This morning, Fox & Friends hosted a segment on the effects of Prince William County, Virginia's "strict immigration enforcement policy," by cherry-picking from a recently released report on the policy to claim that it has worked to reduce crime because of a reduction in reported assaults and hit-and-runs.
However, the study itself concluded that "we find that the policy has not affected most types of crime in Prince William County, in large part because illegal immigrants account for only a small percent of arrests overall and a small to modest share of offenders for most types of crime." They go on to note that about 70% of "arrests of illegal immigrants were for just three specific offenses: public drunkenness, driving while intoxicated, and driving without a license." They also "caution" that "some of" the drop in assault rates "may also have been due to a reduction in reporting of assaults by illegal immigrants (and perhaps legal immigrants as well).
The county's ordinance was passed in 2007 (and later modified in 2008), and it directs County Police Officers, when they arrest people, to "inquire into the citizenship or immigration status of the detained person if there is probably cause to believe such person is in violation of federal immigration law and when such inquiry will not expand the duration of the detention." Despite having operated quietly for a number of years, the ordinance gained national prominence last summer due to its similarity to the Arizona immigration law SB1070.

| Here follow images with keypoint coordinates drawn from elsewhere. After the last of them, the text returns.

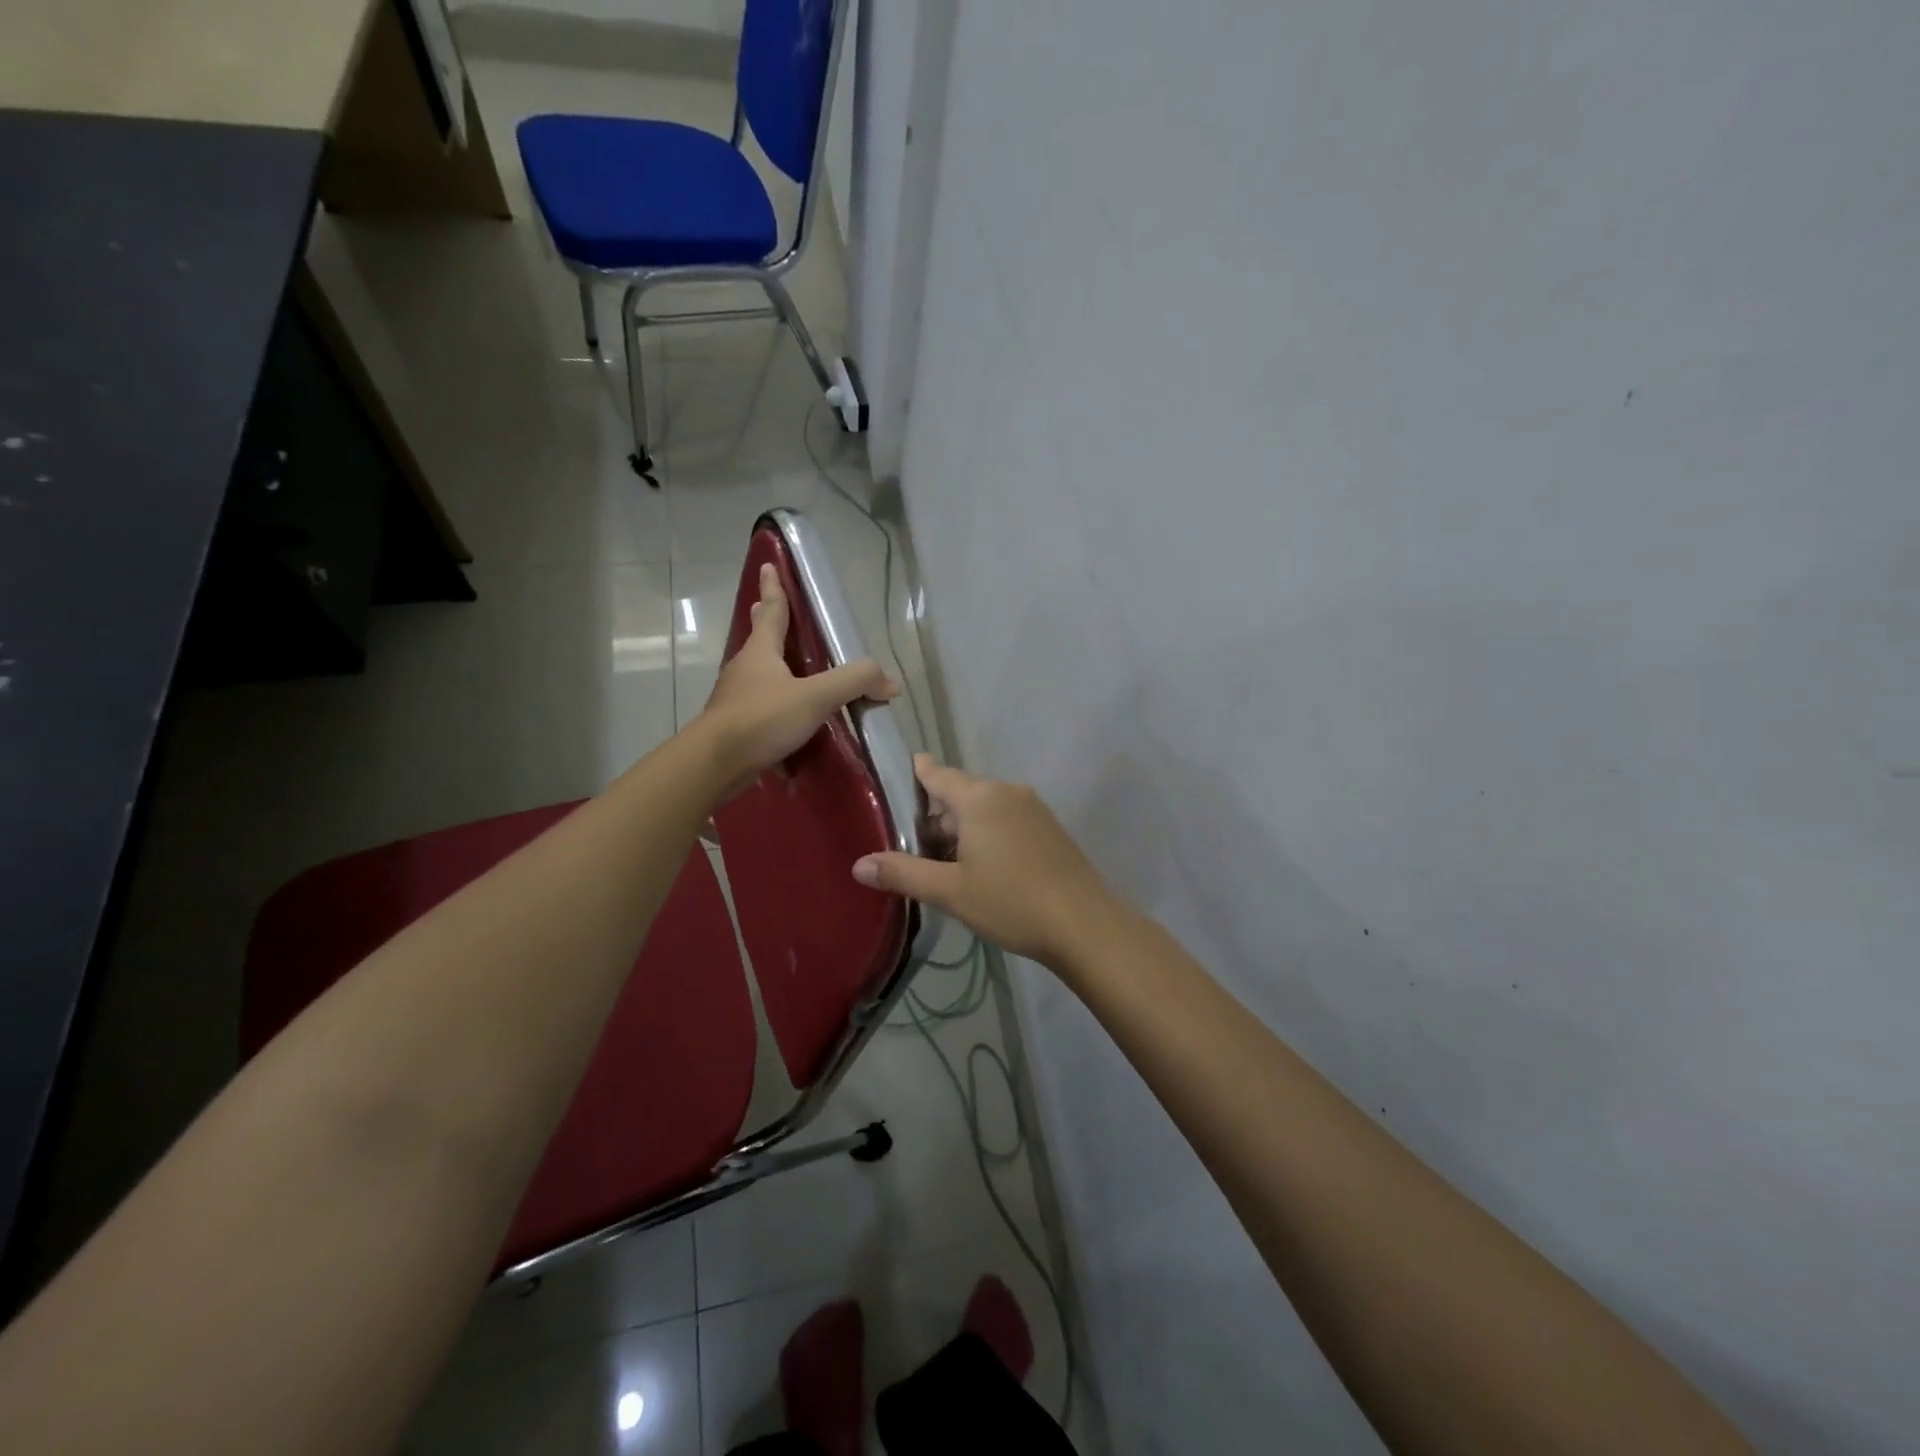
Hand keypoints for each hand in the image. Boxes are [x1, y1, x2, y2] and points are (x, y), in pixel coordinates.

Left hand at [698, 563, 897, 787]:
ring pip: (759, 676)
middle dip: (764, 622)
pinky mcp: (735, 727)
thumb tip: (889, 682)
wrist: (715, 764)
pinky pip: (761, 710)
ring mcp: (735, 699)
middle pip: (759, 640)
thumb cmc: (762, 719)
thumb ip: (854, 683)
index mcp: (761, 652)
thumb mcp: (815, 697)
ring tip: (790, 669)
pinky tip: (792, 724)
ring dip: (773, 668)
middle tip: (762, 606)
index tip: (768, 566)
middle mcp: (744, 670)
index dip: (773, 588)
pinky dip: (776, 708)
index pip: (771, 611)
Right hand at [853, 755, 1116, 967]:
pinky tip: (982, 868)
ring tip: (943, 861)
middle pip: (960, 794)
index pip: (938, 774)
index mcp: (980, 798)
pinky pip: (1007, 821)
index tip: (902, 770)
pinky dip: (988, 835)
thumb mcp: (950, 891)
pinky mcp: (1050, 830)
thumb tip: (858, 864)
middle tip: (912, 844)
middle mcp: (1007, 793)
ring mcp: (1033, 810)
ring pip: (985, 810)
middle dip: (937, 815)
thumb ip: (903, 873)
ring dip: (963, 828)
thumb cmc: (1011, 901)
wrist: (1083, 924)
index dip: (918, 773)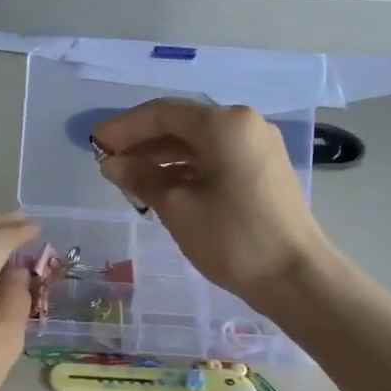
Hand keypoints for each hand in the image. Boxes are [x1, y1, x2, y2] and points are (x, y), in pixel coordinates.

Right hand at [91, 100, 333, 304]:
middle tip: (108, 164)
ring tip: (130, 179)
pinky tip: (163, 188)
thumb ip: (141, 178)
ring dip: (162, 157)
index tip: (94, 145)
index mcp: (224, 124)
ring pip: (198, 142)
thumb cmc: (233, 240)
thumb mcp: (178, 208)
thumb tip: (112, 163)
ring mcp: (257, 146)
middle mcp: (244, 124)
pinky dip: (186, 169)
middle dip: (142, 142)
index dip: (123, 128)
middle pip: (181, 124)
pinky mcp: (263, 169)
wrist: (296, 277)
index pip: (162, 113)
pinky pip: (215, 158)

Last June, Fox & Friends advanced the false claim that the ordinance lowered crime rates. We noted at the time, that Doocy was selectively picking statistics to boost the ordinance, and that violent crime had increased while, according to a University of Virginia study, "[T]he policy has not reduced most forms of crime in PWC." Recently, a new study came out, evaluating the policy's effects on crime rates in 2010. Fox & Friends was on the case, reliving their previous set of falsehoods:
Fox & Friends again selectively picked data to support their claim. The study did note a decrease in certain crime rates, but unmentioned by the hosts was that "most types of serious and minor crime did not decline (or increase) following the policy's announcement in July 2007 or its implementation in March 2008." Further, the study made clear that there were major caveats:
Our conclusions about the policy's impact on crime must be cautious, due in large part to the lack of historical, pre-policy data on crimes committed by illegal immigrants. Our investigation of data from several sources suggests that the immigration enforcement policy has not affected most forms of crime in PWC. Overall, illegal immigrants currently make up a relatively small proportion of arrestees for serious crimes, and a substantial majority of arrested illegal immigrants are charged with traffic offenses or misdemeanors, particularly public drunkenness, driving without a license, and DUI, which together account for 70 percent of their arrests. Given the lack of pre-policy data on arrests of illegal immigrants, we cannot determine whether or not those proportions have changed since the policy's implementation.
The study's authors also "caution[ed] that some of this drop may also have been due to a reduction in reporting of assaults by illegal immigrants (and perhaps legal immigrants as well."
The hosts of Fox & Friends never managed to mention either any of the study's findings that contradicted their pre-determined support of the ordinance, nor the note of caution stressed by the study's authors.